1998 URL registration privatized

The U.S. government decides to privatize the registration of Internet addresses. Government contractor Network Solutions had enjoyed an exclusive government contract for six years, registering some two million names at seventy dollars apiece. The government creates the Internet Corporation for Assigned Numbers and Names (ICANN) to help privatize the business.

1998 Apple ships iMac (August)

Apple unveils a new personal computer, the iMac. The machine, made of brightly colored translucent plastic, becomes an overnight success, selling some 800,000 units in its first four months on the market. The iMac's success boosts Apple's dwindling market share to 5 percent.

1998 Antitrust suit against Microsoft starts (October)

The Justice Department's long-awaited antitrust suit launches. The government alleges that Microsoft engaged in predatory and anti-competitive business practices regarding its operating system. The case drags on for more than a year.

1998 Clinton signs Digital Millennium Copyright Act (October)

President Clinton signs a law imposing new safeguards for copyrighted materials on the Internet.

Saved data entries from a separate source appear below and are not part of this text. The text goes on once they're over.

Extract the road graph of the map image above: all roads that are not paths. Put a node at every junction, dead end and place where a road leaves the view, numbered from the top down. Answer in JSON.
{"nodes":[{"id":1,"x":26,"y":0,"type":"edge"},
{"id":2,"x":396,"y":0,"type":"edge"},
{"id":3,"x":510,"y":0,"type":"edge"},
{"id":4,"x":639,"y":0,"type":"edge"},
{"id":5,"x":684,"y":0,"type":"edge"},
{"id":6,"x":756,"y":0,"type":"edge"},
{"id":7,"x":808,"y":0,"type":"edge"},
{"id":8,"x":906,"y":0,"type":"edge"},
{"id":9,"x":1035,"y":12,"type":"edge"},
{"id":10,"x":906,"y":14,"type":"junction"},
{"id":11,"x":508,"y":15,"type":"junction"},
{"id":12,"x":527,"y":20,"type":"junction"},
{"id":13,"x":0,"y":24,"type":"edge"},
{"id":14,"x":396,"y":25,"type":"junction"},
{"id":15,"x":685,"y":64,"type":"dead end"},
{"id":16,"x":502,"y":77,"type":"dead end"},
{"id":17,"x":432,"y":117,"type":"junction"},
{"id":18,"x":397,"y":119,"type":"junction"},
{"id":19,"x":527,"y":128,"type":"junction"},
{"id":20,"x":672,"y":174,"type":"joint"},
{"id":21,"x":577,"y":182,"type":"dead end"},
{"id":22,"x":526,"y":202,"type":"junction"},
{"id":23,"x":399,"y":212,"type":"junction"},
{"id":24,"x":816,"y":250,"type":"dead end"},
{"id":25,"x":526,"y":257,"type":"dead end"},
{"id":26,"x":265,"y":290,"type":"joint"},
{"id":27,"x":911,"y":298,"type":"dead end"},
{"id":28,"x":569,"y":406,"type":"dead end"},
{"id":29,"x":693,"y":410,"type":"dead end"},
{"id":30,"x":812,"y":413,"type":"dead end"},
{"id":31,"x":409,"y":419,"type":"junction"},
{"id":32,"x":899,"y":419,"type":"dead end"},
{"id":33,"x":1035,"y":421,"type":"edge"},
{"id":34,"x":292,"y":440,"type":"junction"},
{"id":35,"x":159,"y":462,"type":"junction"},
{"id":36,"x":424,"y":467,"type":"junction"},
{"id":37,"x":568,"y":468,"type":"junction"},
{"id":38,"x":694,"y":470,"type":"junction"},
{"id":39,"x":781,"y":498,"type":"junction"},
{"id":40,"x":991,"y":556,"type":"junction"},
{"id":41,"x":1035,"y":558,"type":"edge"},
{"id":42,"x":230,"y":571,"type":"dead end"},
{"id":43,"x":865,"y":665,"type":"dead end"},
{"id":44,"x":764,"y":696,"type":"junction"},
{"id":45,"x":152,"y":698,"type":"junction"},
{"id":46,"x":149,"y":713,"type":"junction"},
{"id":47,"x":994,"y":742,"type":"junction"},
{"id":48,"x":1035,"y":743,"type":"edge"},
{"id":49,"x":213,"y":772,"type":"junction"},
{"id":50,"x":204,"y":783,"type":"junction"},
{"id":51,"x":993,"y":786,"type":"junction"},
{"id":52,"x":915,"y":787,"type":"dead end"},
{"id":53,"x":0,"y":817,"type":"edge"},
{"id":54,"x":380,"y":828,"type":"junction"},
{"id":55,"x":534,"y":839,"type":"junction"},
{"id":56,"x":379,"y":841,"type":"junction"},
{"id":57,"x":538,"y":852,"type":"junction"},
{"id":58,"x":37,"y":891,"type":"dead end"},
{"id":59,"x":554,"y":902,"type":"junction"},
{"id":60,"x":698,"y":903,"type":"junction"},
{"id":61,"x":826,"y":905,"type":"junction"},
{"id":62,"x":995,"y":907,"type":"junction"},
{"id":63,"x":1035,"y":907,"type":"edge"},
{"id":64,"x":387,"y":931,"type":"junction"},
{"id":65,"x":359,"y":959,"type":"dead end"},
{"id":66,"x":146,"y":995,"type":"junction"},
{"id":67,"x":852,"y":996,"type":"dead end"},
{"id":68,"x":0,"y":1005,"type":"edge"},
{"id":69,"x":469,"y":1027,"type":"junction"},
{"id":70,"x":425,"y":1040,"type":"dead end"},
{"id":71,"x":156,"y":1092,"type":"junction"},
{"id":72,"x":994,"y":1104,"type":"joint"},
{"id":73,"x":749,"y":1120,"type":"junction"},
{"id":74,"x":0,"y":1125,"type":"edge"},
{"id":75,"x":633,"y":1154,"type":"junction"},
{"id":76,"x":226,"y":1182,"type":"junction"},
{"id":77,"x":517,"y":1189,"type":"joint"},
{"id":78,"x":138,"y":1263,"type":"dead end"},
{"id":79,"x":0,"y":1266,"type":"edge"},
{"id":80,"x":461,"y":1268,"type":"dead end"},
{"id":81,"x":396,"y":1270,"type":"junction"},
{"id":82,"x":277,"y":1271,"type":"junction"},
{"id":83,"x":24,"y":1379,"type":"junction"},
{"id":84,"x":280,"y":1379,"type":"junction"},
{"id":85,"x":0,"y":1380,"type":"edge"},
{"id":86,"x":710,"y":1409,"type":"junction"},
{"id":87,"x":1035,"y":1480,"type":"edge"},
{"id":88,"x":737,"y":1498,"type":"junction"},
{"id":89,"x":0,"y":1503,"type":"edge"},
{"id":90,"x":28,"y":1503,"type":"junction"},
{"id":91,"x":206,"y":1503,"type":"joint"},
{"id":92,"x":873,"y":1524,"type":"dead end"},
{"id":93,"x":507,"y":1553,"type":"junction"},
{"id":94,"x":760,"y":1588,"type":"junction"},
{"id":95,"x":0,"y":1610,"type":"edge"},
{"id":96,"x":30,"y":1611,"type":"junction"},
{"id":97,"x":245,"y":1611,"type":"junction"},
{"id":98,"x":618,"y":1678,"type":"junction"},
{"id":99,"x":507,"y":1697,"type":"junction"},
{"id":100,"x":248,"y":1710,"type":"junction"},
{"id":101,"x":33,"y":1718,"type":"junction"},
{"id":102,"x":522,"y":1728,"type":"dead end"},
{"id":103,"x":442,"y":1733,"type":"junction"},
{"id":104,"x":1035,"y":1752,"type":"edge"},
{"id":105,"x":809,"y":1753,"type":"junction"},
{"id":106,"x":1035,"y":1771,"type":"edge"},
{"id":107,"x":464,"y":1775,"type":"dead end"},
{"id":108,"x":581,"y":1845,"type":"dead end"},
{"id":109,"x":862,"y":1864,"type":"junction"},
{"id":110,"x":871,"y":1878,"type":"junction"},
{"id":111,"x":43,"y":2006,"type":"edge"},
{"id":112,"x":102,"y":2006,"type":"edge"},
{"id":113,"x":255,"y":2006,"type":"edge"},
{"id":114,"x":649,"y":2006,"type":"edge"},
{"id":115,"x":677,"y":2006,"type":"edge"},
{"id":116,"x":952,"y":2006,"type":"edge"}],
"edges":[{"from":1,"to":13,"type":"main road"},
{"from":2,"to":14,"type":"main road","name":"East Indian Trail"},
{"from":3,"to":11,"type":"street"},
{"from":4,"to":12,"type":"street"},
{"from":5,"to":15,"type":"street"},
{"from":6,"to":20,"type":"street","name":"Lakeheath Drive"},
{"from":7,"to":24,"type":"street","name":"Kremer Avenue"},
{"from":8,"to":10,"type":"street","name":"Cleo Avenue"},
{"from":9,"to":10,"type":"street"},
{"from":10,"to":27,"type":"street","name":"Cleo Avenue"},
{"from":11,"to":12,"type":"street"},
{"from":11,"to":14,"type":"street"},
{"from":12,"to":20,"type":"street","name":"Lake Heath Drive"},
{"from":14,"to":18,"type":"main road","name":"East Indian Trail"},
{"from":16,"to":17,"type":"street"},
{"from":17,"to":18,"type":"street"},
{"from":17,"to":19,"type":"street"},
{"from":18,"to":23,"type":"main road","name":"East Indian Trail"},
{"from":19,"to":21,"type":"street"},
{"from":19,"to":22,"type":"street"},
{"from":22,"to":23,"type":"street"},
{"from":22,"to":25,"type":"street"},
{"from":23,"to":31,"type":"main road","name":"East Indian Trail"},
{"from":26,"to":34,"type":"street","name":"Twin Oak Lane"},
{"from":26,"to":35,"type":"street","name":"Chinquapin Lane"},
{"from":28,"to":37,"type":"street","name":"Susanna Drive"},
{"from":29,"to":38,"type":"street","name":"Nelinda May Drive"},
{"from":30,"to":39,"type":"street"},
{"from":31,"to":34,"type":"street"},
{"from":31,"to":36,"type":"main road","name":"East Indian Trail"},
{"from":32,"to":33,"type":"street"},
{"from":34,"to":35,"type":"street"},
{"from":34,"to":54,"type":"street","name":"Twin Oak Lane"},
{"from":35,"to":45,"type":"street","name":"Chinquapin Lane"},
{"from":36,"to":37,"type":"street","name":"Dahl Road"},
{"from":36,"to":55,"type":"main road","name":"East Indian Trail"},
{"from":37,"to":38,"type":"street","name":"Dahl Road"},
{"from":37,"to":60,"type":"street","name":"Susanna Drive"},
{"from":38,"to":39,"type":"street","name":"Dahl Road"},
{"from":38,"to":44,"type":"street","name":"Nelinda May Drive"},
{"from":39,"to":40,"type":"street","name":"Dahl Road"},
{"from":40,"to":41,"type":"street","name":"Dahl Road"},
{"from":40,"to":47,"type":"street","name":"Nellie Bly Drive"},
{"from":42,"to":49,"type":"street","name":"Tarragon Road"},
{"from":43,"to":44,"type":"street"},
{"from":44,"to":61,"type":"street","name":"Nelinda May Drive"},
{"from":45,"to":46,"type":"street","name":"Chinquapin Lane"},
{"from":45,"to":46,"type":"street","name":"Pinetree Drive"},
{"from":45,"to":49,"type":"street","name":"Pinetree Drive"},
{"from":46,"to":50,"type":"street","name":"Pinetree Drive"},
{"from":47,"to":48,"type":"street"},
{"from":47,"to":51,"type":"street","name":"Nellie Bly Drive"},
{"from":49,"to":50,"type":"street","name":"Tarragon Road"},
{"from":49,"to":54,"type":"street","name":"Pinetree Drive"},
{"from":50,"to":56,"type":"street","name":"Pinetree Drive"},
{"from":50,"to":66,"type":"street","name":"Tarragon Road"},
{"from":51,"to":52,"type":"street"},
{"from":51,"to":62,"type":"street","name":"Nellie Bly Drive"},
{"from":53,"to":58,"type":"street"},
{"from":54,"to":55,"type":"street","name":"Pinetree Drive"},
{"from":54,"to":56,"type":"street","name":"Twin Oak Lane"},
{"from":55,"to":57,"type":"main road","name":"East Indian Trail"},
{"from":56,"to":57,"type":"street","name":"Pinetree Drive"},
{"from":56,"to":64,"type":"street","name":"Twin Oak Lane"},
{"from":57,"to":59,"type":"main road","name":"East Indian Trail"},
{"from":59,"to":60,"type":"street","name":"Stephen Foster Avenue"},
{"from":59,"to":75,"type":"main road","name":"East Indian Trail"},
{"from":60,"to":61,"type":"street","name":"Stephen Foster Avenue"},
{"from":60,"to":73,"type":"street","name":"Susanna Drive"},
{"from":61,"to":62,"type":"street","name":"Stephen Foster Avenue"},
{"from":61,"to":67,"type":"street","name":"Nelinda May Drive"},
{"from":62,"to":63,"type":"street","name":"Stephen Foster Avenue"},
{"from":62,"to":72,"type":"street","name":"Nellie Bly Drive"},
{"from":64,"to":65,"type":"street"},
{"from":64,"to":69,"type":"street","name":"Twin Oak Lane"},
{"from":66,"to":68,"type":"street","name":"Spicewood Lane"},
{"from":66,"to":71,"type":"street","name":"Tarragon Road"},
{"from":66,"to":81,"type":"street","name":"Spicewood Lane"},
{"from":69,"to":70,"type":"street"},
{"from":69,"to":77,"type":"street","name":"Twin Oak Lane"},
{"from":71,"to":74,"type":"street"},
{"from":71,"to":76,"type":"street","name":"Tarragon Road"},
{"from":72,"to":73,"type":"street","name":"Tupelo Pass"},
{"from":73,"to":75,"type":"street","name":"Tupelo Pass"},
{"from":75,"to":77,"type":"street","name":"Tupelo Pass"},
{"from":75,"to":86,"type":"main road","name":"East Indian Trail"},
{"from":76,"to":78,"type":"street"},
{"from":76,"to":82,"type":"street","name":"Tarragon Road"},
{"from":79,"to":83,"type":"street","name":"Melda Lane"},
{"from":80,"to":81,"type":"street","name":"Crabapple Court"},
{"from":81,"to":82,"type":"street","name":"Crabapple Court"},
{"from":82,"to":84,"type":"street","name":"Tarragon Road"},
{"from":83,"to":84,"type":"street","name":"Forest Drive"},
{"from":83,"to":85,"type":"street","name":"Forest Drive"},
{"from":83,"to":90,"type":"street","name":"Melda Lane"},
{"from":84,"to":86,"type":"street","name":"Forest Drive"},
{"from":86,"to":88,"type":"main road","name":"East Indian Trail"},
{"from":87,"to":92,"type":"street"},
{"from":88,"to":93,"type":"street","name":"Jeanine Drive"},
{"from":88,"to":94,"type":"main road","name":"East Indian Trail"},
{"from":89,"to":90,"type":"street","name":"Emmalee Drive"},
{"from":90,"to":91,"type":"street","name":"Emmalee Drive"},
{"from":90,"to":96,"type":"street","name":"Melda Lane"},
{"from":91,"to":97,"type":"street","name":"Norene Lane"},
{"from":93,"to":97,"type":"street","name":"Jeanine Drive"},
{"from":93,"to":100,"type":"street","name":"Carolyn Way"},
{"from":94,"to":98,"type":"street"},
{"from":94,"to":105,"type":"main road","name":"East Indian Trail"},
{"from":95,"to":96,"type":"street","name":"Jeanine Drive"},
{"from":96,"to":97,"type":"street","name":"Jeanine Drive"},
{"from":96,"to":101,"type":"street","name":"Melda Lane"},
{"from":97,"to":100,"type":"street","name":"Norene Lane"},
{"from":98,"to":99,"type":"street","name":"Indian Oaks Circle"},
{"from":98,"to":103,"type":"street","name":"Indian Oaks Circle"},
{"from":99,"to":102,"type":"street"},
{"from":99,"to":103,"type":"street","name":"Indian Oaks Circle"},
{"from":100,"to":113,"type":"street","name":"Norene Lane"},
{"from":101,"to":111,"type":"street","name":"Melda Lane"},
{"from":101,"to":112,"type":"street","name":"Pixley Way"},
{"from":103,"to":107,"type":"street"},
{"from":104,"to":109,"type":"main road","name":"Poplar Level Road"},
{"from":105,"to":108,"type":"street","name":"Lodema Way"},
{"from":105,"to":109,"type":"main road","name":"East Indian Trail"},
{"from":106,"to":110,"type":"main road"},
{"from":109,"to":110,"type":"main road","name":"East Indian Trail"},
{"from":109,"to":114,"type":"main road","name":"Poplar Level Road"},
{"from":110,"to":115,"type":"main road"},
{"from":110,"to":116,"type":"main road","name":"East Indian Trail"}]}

The legislation also bars technologies that can crack copyright protection devices.

1998 San Jose Tech Museum opens (November)

The San Jose Tech Museum opens in the heart of Silicon Valley. Silicon Valley technology firms largely fund the $96 million hands-on science museum.

1998 AOL buys Netscape (November)

America Online rocks the online world when it announces it will buy Netscape Communications. Some industry analysts say the move will make AOL powerful enough to challenge Microsoft's dominance in the technology industry.

1999 Disney and Infoseek launch the Go Network (January)

Disney and Infoseek create the Go Network and launch an aggressive advertising campaign to drive traffic to the site. In July, Disney buys a majority stake in Infoseek.

1999 Prodigy Classic online service folds (January)

Citing Y2K computer problems, Prodigy announces it will shut down its Prodigy Classic online service. The company had focused on its Internet service provider business for several years, but maintained the online service, which still had about 208,000 customers.

1999 Gates increases philanthropic efforts (August)

Bill Gates merges his two charitable foundations, the William H. Gates Foundation and the Gates Learning Foundation, into one organization, the Bill and Melinda Gates Foundation. The merger created the country's richest charitable foundation, worth $17.1 billion. The foundation committed $750 million over the next five years to buy vaccines for more than 25 million children in nearly seventy poor countries.